## Recorded information
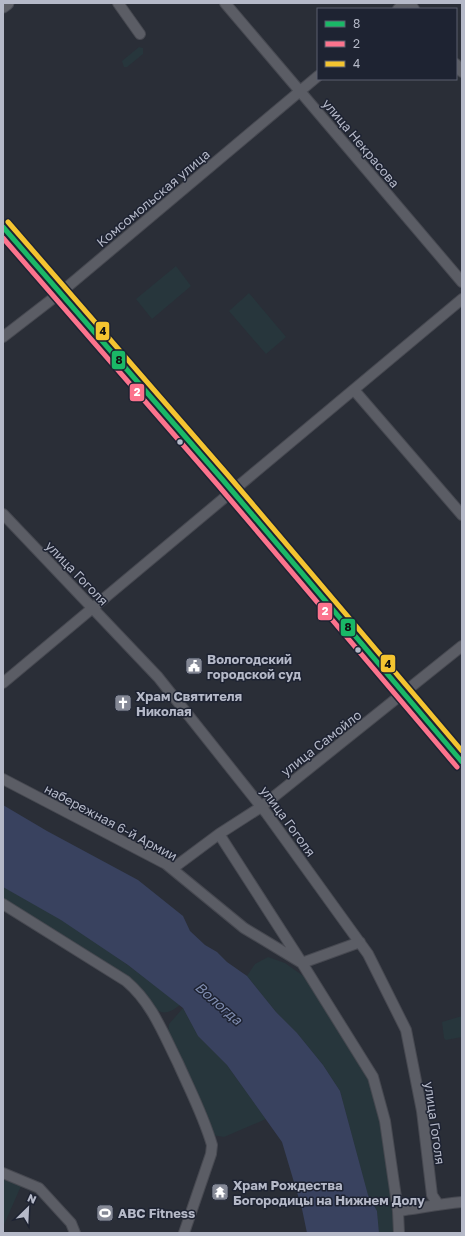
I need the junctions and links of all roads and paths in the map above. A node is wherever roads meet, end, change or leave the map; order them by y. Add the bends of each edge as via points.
1 (7, 3) edge
2 (118, 3) edge
3 (225, 3) edge
4 (3, 6) edge
5 (140, 34) dead end
6 (317, 77) edge
7 (300, 91) junction
8 (3, 227) edge
9 (462, 282) edge
10 (60, 293) junction
11 (462, 299) edge
12 (3, 337) edge
13 (354, 390) junction
14 (233, 492) junction
15 (3, 514) edge
16 (462, 515) edge
17 (92, 608) junction
18 (462, 646) edge
19 (3, 683) edge
20 (404, 694) junction
21 (462, 762) edge
22 (3, 780) edge
23 (261, 807) junction
24 (219, 834) junction
25 (172, 868) junction
26 (3, 904) edge
27 (360, 942) junction
28 (302, 963) junction
29 (3, 1173) edge
30 (462, 1202) edge
31 (438, 1204) junction
32 (398, 1211) junction
33 (75, 1233) edge
34 (184, 1233) edge
35 (399, 1233) edge

1 - 4 main road
2 - 5 street
3 - 7 street, улица Некрасова
6 - 7 street, Комсомольская улица
7 - 9 street, улица Некрасова
7 - 10 street, Комсомольская улица
8 - 10 street
10 - 12 street, Комсомольская улица
10 - 14 street
11 - 13 street
13 - 14 street
13 - 16 street
14 - 17 street
14 - 20 street
15 - 17 street, улица Гоголя
17 - 19 street
17 - 23 street, улица Гоголя via 158,677
18 - 20 street, улица Самойло
20 - 21 street
20 - 23 street, улица Самойло
22 - 25 street, набережная 6-й Армии
23 - 24 street, улица Самойло
23 - 27 street, улица Гоголя
24 - 25 street, улица Самойло
24 - 28 street, набережная 6-й Армии
25 - 28 street, набережная 6-й Армии via 244,928
26 - 34 street via 126,981 142,997 156,1018 191,1090 212,1146
27 - 28 street
27 - 31 street, улица Гоголя via 406,1030 422,1111 432,1195
28 - 32 street, набережная 6-й Армии via 373,1077 385,1121
29 - 33 street via 39,1188 71,1223
30 - 31 street
31 - 32 street
32 - 35 street, набережная 6-й Армии

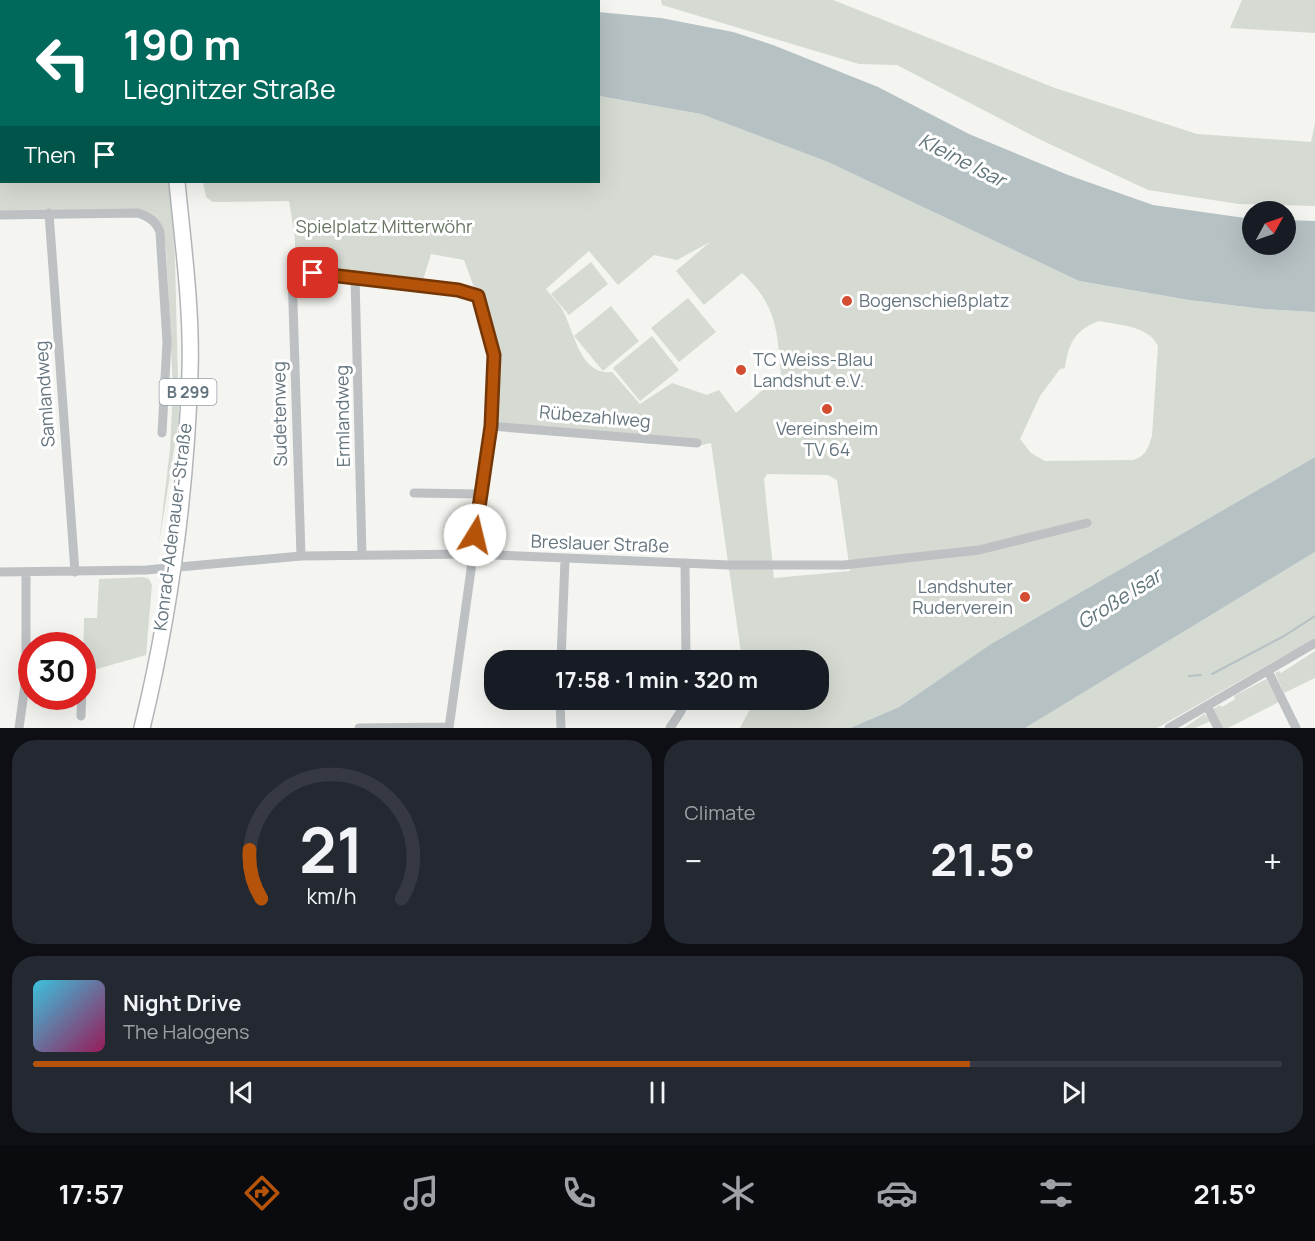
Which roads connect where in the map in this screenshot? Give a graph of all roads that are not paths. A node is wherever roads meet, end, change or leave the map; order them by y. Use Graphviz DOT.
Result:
graph roads {
  1 [pos="177,183"];
  2 [pos="49,213"];
  3 [pos="0,215"];
  4 [pos="355,277"];
  5 [pos="491,426"];
  6 [pos="162,433"];
  7 [pos="697,443"];
  8 [pos="414,493"];
  9 [pos="481,494"];
  10 [pos="1087,523"];
  11 [pos="472,554"];
  12 [pos="362,555"];
  13 [pos="301,556"];
  14 [pos="565,560"];
  15 [pos="684,563"];
  16 [pos="172,567"];
  17 [pos="0,572"];
  18 [pos="26,572"];
  19 [pos="75,573"];
  20 [pos="28,632"];
  21 [pos="1315,643"];
  22 [pos="561,650"];
  23 [pos="686,650"];
  24 [pos="1269,671"];
  25 [pos="1207,706"];
  26 [pos="23,710"];
  27 [pos="81,710"];
  28 [pos="561,710"];
  29 [pos="680,710"];
  30 [pos="81,716"];
  31 [pos="449,727"];
  32 [pos="671,727"];
  33 [pos="19,728"];
  34 [pos="142,728"];
  35 [pos="359,728"];
  36 [pos="561,728"];
  37 [pos="1169,728"];
  38 [pos="1218,728"];
  39 [pos="1296,728"];
  1 -- 16 [label="main road, Konrad-Adenauer-Straße / B 299"];
  2 -- 3 [label="street"];
  2 -- 6 [label="street"];
  2 -- 19 [label="street, Samlandweg"];
  4 -- 5 [label="street"];
  4 -- 12 [label="street, Ermlandweg"];
  4 -- 13 [label="street, Sudetenweg"];
  5 -- 7 [label="street, Rübezahlweg"];
  5 -- 9 [label="street"];
  8 -- 9 [label="street"];
  9 -- 11 [label="street"];
  10 -- 15 [label="street, Breslauer Straße"];
  11 -- 12 [label="street, Breslauer Straße"];
  11 -- 14 [label="street, Breslauer Straße"];
  11 -- 31 [label="street"];
  12 -- 13 [label="street, Breslauer Straße"];
  13 -- 16 [label="street, Breslauer Straße"];
  14 -- 15 [label="street, Breslauer Straße"];
  14 -- 22 [label="street"];
  15 -- 23 [label="street"];
  16 -- 19 [label="street, Breslauer Straße"];
  16 -- 34 [label="main road, Konrad-Adenauer-Straße / B 299"];
  17 -- 18 [label="street, Breslauer Straße"];
  18 -- 19 [label="street, Breslauer Straße"];
  18 -- 20 [label="street"];
  21 -- 24 [label="street"];
  24 -- 25 [label="street"];
  24 -- 39 [label="street"];
  25 -- 37 [label="street"];
  25 -- 38 [label="street"];
  26 -- 33 [label="street"];
  27 -- 30 [label="street"];
  28 -- 36 [label="street"];
  29 -- 32 [label="street"];
  31 -- 35 [label="street"];
}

## What to work on
From the listing above, collect every line that mentions the word "node".

## Solution for this problem
I need the junctions and links of all roads and paths in the map above. A node is wherever roads meet, end, change or leave the map; order them by y. Add the bends of each edge as via points.
Which roads connect where in the map in this screenshot? Give a graph of all roads that are not paths. A node is wherever roads meet, end, change or leave the map; order them by y. Use Graphviz DOT.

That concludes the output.